*** Opening of Given records ***

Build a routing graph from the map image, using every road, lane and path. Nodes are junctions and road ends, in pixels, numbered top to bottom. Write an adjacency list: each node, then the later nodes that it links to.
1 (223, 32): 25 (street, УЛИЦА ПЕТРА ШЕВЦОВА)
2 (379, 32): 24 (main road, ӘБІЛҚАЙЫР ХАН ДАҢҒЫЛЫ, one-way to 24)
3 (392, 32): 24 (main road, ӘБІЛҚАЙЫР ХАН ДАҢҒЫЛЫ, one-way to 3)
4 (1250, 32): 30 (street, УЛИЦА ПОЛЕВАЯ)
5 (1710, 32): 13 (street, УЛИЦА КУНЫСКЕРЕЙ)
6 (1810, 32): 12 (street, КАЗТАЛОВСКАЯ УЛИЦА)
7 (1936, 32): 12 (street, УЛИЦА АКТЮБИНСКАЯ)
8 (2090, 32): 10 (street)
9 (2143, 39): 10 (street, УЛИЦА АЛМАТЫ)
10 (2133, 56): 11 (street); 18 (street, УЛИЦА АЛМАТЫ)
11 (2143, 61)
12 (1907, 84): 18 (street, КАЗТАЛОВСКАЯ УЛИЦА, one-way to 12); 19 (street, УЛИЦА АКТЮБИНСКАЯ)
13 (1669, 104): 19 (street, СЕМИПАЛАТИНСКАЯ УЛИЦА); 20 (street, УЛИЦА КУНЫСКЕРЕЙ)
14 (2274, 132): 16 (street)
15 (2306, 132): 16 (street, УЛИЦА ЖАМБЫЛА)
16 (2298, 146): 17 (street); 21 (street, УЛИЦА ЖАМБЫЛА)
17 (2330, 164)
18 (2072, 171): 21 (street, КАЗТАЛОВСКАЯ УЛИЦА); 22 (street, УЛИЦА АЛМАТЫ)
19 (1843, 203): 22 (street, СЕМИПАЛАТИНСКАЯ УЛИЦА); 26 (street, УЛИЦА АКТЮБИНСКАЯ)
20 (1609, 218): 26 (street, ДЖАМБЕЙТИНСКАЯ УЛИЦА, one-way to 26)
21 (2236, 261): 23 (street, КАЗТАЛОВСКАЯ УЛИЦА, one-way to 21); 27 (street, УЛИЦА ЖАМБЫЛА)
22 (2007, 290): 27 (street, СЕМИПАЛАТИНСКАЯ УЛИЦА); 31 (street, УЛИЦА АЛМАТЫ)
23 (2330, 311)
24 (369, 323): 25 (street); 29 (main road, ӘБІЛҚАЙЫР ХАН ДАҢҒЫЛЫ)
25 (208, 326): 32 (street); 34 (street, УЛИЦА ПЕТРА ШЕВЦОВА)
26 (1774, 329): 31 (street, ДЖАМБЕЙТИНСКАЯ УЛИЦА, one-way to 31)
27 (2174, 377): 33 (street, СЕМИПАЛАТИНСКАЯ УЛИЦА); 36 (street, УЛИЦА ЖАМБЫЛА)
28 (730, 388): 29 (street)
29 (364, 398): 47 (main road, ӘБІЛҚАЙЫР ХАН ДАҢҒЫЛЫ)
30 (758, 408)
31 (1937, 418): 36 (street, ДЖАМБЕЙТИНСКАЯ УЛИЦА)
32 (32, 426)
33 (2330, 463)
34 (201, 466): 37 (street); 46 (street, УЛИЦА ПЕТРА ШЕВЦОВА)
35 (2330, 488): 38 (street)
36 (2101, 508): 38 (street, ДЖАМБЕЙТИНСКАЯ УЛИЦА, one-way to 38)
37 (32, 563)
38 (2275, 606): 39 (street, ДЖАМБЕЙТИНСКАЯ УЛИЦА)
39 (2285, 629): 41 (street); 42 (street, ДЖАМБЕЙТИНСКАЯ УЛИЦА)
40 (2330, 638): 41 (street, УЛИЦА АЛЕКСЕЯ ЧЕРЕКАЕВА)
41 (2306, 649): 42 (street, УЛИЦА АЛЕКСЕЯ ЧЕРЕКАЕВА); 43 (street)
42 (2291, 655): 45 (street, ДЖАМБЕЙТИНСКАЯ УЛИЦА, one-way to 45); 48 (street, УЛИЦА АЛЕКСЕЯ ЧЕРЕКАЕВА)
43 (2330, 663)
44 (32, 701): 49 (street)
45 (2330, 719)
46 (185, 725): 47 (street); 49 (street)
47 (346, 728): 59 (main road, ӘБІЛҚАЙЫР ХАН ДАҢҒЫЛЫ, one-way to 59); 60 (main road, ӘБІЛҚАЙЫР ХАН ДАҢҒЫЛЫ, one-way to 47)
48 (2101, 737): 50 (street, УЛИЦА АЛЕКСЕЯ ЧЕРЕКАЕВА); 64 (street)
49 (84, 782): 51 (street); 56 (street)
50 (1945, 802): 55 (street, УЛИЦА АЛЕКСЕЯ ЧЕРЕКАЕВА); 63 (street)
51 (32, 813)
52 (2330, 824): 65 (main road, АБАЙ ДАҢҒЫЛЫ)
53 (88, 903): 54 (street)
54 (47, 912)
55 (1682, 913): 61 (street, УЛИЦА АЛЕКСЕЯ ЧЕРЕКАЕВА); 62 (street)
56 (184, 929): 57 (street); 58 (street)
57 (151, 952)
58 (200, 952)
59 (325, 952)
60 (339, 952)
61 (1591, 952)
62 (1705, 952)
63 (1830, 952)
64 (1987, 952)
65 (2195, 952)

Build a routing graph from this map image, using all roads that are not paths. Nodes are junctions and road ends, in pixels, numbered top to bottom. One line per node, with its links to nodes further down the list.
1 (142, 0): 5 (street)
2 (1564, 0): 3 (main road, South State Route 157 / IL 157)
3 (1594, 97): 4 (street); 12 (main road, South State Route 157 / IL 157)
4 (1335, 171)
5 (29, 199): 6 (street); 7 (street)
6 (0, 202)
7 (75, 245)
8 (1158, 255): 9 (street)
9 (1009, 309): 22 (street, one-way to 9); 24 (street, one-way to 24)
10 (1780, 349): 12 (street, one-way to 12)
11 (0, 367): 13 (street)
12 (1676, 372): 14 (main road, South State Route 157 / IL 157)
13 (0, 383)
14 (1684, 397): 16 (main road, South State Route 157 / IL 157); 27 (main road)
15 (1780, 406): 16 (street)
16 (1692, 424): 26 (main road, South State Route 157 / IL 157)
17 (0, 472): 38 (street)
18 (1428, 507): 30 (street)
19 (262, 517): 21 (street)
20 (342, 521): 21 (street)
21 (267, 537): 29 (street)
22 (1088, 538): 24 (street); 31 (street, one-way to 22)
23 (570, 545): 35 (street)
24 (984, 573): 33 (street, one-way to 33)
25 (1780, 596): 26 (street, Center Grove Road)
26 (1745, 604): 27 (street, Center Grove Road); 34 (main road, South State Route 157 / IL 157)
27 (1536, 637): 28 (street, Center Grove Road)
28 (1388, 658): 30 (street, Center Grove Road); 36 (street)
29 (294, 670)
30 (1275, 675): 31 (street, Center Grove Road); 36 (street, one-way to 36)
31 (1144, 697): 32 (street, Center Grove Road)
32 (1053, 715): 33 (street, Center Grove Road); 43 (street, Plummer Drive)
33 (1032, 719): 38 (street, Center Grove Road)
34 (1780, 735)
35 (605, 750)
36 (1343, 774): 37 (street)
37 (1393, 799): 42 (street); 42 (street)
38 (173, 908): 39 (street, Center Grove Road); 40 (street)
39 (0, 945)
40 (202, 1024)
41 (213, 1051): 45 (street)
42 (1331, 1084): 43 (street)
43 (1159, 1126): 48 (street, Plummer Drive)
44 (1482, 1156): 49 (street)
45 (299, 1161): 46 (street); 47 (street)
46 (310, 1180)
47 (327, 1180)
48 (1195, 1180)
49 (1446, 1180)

*** Close of Given records ***

**What is being asked**
Exactly and exclusively, repeat the lines from the line that contains "Build a routing graph from this" through the end of the records, both ends included.

**The completed task**
Build a routing graph from this map image, using all roads that are not paths. Nodes are junctions and road ends, in pixels, numbered top to bottom. One line per node, with its links to nodes further down the list.
1 (142, 0): 5 (street)
2 (1564, 0): 3 (main road, South State Route 157 / IL 157)
3 (1594, 97): 4 (street); 12 (main road, South State Route 157 / IL 157)
4 (1335, 171)
5 (29, 199): 6 (street); 7 (street)
6 (0, 202)
7 (75, 245)
8 (1158, 255): 9 (street)
9 (1009, 309): 22 (street, one-way to 9); 24 (street, one-way to 24)
10 (1780, 349): 12 (street, one-way to 12)
11 (0, 367): 13 (street)
12 (1676, 372): 14 (main road, South State Route 157 / IL 157)
13 (0, 383)
14 (1684, 397): 16 (main road, South State Route 157 / IL 157); 27 (main road)
15 (1780, 406): 16 (street)
16 (1692, 424): 26 (main road, South State Route 157 / IL 157)
17 (0, 472): 38 (street)
18 (1428, 507): 30 (street)
19 (262, 517): 21 (street)
20 (342, 521): 21 (street)
21 (267, 537): 29 (street)
22 (1088, 538): 24 (street); 31 (street, one-way to 22)
23 (570, 545): 35 (street)
24 (984, 573): 33 (street, one-way to 33)
25 (1780, 596): 26 (street, Center Grove Road)
26 (1745, 604): 27 (street, Center Grove Road); 34 (main road, South State Route 157 / IL 157)
27 (1536, 637): 28 (street, Center Grove Road)
28 (1388, 658): 30 (street, Center Grove Road); 36 (street)
29 (294, 670)
30 (1275, 675): 31 (street, Center Grove Road); 36 (street, one-way to 36)
31 (1144, 697): 32 (street, Center Grove Road)
32 (1053, 715): 33 (street, Center Grove Road); 43 (street, Plummer Drive)
33 (1032, 719): 38 (street, Center Grove Road)
34 (1780, 735)
35 (605, 750)
36 (1343, 774): 37 (street)
37 (1393, 799): 42 (street); 42 (street)
38 (173, 908): 39 (street, Center Grove Road); 40 (street)
39 (0, 945)
40 (202, 1024)
41 (213, 1051): 45 (street)
42 (1331, 1084): 43 (street)
43 (1159, 1126): 48 (street, Plummer Drive)
44 (1482, 1156): 49 (street)
45 (299, 1161): 46 (street); 47 (street)
46 (310, 1180)
47 (327, 1180)
48 (1195, 1180)
49 (1446, 1180)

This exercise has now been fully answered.